Governo e aziende complici dei crimini di guerra israeliani. Si passa al boicottaggio
di Federico Ruocco - ControPiano
Per domenica prossima, la coalizione di forze politiche, sociali, sindacali, studentesche che ha promosso la manifestazione nazionale del 4 novembre scorso contro le guerre e in solidarietà al popolo palestinese, hanno convocato una assemblea nazionale a Roma (ore 10:00 al centro sociale Intifada via di Casal Bruciato, 15).
“I governi di Stati Uniti e Unione Europea continuano a sostenere politicamente, militarmente ed economicamente Israele, rifiutandosi persino di chiedere un cessate il fuoco a Gaza. Al contrario governi come quello della Bolivia hanno rotto le relazioni diplomatiche con Israele” è scritto nel documento di convocazione circolato in queste settimane.

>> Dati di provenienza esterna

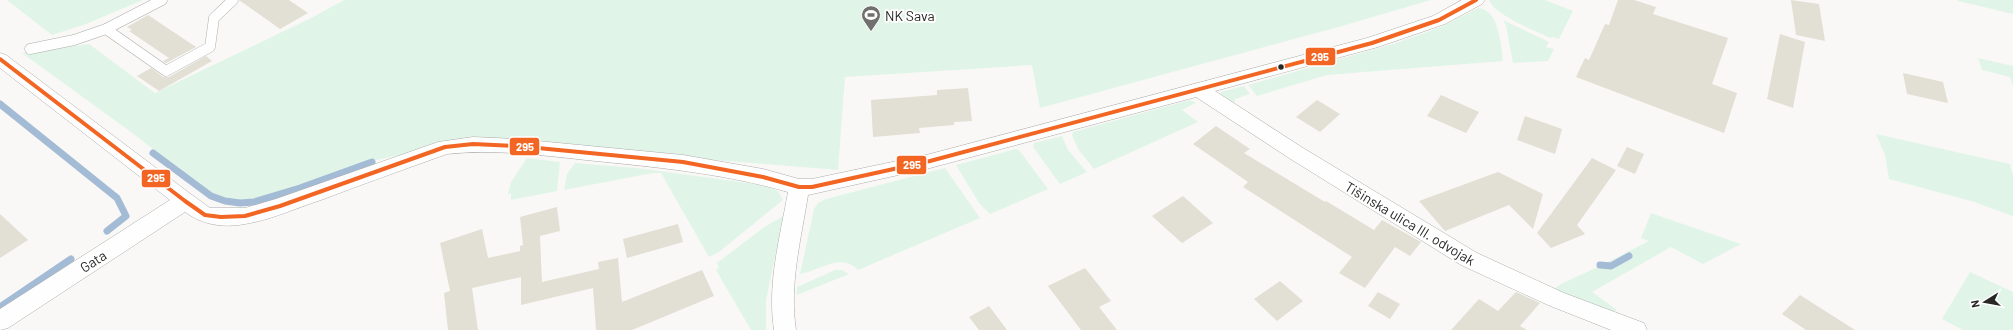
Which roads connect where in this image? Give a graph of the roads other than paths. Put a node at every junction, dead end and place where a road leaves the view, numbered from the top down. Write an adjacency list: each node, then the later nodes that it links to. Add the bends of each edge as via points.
1 (162, 0): 4 (lane)
2 (233, 0): 4 (lane, via 214,18 210,47 166,71)
3 (1476, 0): 7 (street, via 1439,20 1372,43)
4 (106, 29): 5 (lane, via 74,40)
5 (30, 49)
6 (0, 59): 9 (street)
7 (1198, 89): 8 (street, via 930,161 824,186); 12 (street, Tišinska ulica III. odvojak, via 1315,165 1469,259)
8 (799, 187): 9 (street, via 763,177 683,162 473,144 445,147 280,206 244,216 205,215); 11 (street, via 782,287 781,312)
9 (185, 201): 10 (street, Gata)
10 (0, 321)
11 (785, 330)
12 (1636, 330)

Addirittura la vicepremier belga ha affermato che è tempo che Israele sia sottoposta a sanzioni per i crimini di guerra che sta commettendo contro i palestinesi, a Gaza ma anche in Cisgiordania, eppure su questo terreno i governi occidentali sembrano voler continuare ad adottare il doppio standard: sanzioni contro molti paesi ma mai contro Israele o stati alleati. E’ un doppio standard che gran parte del mondo ha deciso di non sopportare più.
L’obiettivo dell’assemblea di domenica a Roma, secondo quanto spiegato nel documento è che “Alle grande mobilitazioni di solidarietà con il popolo palestinese va affiancata una vasta e capillare mobilitazione che costringa governi e aziende a mettere fine ad ogni collaborazione con le istituzioni israeliane”.
E’ una campagna politica e di massa che dovrà muoversi su più aspetti.
Da un lato c’è un livello di iniziativa collettivo e individuale praticabile quotidianamente e in modo coordinato: il boicottaggio delle merci e degli investimenti israeliani in Italia. “Dal punto di vista economico va imposta la revoca degli accordi economici tra aziende italiane e israeliane, fino al boicottaggio dei prodotti israeliani sul mercato italiano” è spiegato nel documento che convoca l’assemblea.
Da anni anche in Italia è attiva la campagna Bds (Boicottaggio, Disinvestimenti, Sanzioni) verso Israele, spesso criminalizzata e ostracizzata in mille modi dall’ambasciata israeliana e da istituzioni italiane servili. Ma questo meccanismo di controllo sulla narrazione della questione palestinese e delle responsabilità di Israele si va rompendo in più punti.
Su questo segnali importanti sono venuti anche dai lavoratori dei porti di Genova e Salerno che stanno boicottando l’attracco delle navi israeliane e dai lavoratori dell’aeroporto di Pisa.
E poi ci sono le responsabilità della “politica” e del governo, appiattito, come del resto anche quelli precedenti, nel sostegno incondizionato a Israele. “Occorre tornare a chiedere la revoca del Memorandum di cooperazione militare Italia-Israele del 2005 e la cessazione degli accordi di collaborazione tra enti locali e università italiane e istituzioni israeliane” scrivono gli organizzatori dell’assemblea di domenica prossima.
Un’avvisaglia della posta in gioco su questo terreno è arrivata dall’aspro dibattito alla Camera di mercoledi, proprio sulla fornitura di armi italiane a Israele di cui il M5S ha chiesto la sospensione. Ma un segnale forte è arrivato soprattutto da diverse università, dove gli studenti hanno occupato o protestato chiedendo di mettere fine agli accordi di collaborazione tra gli atenei italiani e le istituzioni israeliane. Un obiettivo questo messo nero su bianco anche dall’importante appello di più di 4000 accademici e ricercatori che trovate in altra parte del giornale.
“Di fronte alla posizione di complicità con Israele dell’attuale governo – ed anche di quelli precedenti – diventa urgente che la società intervenga direttamente attuando quello che i governi non intendono fare” riporta il documento di convocazione dell’assemblea.
Le imponenti e ripetute manifestazioni di queste settimane al fianco del popolo palestinese hanno reso visibile l’empatia di vasti settori della società verso la causa della Palestina ma anche la netta contraddizione con le scelte insopportabili e inaccettabili del governo e della politica su tale questione. Occorre sostanziare quel “non in nostro nome” che è un sentimento ormai ampiamente diffuso.
Su tempi, modi e caratteristiche della mobilitazione sul boicottaggio a Israele nelle sue varie articolazioni, si discuterà e deciderà domenica.